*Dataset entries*
=======

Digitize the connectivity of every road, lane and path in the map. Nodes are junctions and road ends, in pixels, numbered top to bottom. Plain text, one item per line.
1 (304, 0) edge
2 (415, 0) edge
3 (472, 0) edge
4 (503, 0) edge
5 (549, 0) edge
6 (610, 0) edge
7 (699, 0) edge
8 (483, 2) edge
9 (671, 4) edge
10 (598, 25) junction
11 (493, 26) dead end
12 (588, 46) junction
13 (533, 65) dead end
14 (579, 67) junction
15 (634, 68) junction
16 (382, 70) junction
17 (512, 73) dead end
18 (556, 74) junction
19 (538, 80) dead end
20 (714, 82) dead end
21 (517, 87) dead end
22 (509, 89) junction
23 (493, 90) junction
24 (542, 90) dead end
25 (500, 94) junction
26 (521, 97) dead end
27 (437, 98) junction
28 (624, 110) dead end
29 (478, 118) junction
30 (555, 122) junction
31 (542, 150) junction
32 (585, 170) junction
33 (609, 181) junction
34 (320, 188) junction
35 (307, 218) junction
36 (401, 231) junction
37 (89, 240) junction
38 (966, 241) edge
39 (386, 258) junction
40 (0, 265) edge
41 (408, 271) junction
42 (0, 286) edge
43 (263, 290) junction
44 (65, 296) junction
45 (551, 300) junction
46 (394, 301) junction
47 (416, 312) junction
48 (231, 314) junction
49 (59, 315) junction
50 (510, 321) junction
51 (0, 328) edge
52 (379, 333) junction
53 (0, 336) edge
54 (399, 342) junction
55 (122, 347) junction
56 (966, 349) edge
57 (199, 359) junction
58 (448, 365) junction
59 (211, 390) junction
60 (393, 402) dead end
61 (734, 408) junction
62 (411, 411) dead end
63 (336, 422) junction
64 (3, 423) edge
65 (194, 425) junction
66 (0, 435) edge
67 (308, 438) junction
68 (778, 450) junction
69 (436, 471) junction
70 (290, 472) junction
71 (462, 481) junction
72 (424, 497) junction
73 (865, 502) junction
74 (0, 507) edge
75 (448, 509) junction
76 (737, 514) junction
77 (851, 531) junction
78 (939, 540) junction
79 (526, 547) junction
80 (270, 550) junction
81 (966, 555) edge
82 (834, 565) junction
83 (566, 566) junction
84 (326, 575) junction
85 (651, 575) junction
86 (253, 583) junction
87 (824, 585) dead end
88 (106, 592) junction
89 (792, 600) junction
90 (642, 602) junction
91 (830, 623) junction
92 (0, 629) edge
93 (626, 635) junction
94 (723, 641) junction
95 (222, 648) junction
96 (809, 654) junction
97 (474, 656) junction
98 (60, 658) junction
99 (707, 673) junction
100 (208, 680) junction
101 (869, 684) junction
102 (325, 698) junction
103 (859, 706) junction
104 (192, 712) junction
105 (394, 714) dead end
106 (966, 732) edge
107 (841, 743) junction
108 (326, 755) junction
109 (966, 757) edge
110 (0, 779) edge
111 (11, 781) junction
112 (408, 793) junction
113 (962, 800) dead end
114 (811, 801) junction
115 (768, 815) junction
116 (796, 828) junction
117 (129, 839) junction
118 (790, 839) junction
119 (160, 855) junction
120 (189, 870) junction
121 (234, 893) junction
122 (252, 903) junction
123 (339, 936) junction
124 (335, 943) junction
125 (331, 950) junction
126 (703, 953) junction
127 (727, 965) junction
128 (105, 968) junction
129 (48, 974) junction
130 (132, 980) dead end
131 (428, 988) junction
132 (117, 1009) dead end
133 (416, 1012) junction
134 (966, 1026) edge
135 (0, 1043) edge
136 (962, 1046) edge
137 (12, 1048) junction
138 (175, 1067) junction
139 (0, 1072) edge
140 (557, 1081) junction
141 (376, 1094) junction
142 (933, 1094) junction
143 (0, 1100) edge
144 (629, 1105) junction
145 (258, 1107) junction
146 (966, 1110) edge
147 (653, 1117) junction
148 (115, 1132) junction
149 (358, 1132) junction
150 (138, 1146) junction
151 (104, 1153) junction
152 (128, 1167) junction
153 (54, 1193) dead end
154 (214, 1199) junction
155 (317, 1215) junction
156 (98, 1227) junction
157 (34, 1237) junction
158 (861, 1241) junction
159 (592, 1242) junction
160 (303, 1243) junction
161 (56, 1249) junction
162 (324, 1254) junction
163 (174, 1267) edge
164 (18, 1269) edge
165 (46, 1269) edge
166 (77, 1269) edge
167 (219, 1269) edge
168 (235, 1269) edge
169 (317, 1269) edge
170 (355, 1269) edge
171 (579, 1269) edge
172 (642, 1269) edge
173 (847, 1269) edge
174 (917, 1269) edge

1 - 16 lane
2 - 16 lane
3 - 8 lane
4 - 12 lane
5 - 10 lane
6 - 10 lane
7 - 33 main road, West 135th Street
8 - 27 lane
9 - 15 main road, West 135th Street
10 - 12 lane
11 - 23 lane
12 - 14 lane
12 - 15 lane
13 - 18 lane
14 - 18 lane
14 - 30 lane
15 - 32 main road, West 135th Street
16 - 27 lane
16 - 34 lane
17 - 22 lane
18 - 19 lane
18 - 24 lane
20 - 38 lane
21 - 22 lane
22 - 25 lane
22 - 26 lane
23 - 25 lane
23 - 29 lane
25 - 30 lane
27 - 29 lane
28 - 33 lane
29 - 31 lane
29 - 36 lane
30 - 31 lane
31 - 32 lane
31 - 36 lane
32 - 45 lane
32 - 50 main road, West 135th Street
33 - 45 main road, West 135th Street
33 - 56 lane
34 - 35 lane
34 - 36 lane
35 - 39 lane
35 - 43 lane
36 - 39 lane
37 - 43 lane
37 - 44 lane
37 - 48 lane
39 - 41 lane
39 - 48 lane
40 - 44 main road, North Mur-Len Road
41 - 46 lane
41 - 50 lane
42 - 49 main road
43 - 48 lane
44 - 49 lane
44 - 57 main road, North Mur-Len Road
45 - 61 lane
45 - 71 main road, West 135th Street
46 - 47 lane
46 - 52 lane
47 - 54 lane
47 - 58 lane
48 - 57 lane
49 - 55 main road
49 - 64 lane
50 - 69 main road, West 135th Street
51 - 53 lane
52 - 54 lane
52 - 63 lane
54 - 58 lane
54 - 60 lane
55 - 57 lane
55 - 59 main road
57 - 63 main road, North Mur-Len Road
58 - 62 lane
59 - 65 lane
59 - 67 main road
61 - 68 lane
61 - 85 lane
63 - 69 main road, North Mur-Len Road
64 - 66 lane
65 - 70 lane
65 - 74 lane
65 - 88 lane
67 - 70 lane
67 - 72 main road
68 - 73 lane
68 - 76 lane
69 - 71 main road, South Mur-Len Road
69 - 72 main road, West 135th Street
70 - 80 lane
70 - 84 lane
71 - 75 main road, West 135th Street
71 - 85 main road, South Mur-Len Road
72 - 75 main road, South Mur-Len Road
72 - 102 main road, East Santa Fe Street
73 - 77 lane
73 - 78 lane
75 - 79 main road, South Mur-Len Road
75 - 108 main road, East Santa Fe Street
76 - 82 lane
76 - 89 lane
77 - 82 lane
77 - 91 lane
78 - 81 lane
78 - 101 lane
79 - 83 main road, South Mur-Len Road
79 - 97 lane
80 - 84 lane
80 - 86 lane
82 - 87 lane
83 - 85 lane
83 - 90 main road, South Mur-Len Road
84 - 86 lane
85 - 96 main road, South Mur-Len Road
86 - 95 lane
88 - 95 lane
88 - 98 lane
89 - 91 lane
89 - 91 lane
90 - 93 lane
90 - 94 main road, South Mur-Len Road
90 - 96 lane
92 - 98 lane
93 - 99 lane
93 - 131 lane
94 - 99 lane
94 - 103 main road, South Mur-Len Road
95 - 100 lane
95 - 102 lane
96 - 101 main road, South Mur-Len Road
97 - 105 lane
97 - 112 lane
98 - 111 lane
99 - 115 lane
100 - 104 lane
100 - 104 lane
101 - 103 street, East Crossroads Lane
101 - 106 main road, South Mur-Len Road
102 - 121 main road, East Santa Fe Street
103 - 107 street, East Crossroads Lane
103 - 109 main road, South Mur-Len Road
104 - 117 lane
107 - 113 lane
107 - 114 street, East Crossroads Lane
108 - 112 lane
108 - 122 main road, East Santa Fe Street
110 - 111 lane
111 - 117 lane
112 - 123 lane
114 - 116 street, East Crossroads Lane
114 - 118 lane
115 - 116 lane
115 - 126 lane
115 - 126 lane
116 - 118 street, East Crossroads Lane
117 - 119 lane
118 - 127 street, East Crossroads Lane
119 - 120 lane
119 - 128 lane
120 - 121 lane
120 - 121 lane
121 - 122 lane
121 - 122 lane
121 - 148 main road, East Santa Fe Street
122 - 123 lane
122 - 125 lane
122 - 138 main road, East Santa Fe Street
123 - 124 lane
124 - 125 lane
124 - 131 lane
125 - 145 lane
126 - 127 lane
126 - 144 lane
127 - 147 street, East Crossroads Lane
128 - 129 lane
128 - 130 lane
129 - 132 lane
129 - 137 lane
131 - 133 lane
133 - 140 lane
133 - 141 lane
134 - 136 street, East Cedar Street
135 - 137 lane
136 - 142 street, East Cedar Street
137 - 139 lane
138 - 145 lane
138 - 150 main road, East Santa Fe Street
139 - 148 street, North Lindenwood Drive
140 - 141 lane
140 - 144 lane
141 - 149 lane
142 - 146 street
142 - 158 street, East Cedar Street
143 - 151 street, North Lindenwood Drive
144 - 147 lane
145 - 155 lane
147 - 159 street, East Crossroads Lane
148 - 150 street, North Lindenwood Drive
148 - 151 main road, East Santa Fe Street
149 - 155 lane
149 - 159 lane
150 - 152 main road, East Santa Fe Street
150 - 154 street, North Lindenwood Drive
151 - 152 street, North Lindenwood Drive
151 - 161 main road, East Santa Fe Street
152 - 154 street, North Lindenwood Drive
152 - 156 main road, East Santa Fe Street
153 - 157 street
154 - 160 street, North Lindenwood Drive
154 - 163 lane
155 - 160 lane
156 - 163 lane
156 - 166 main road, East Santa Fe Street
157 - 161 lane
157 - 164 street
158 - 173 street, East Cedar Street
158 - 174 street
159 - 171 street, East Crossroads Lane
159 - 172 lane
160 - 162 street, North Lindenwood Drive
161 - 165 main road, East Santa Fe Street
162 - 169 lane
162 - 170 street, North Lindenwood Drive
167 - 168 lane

=======

*What to work on*
Check every line of the records above for the string "Cedar". Copy those that hold it.

*Task output*
134 - 136 street, East Cedar Street
136 - 142 street, East Cedar Street
142 - 158 street, East Cedar Street
158 - 173 street, East Cedar Street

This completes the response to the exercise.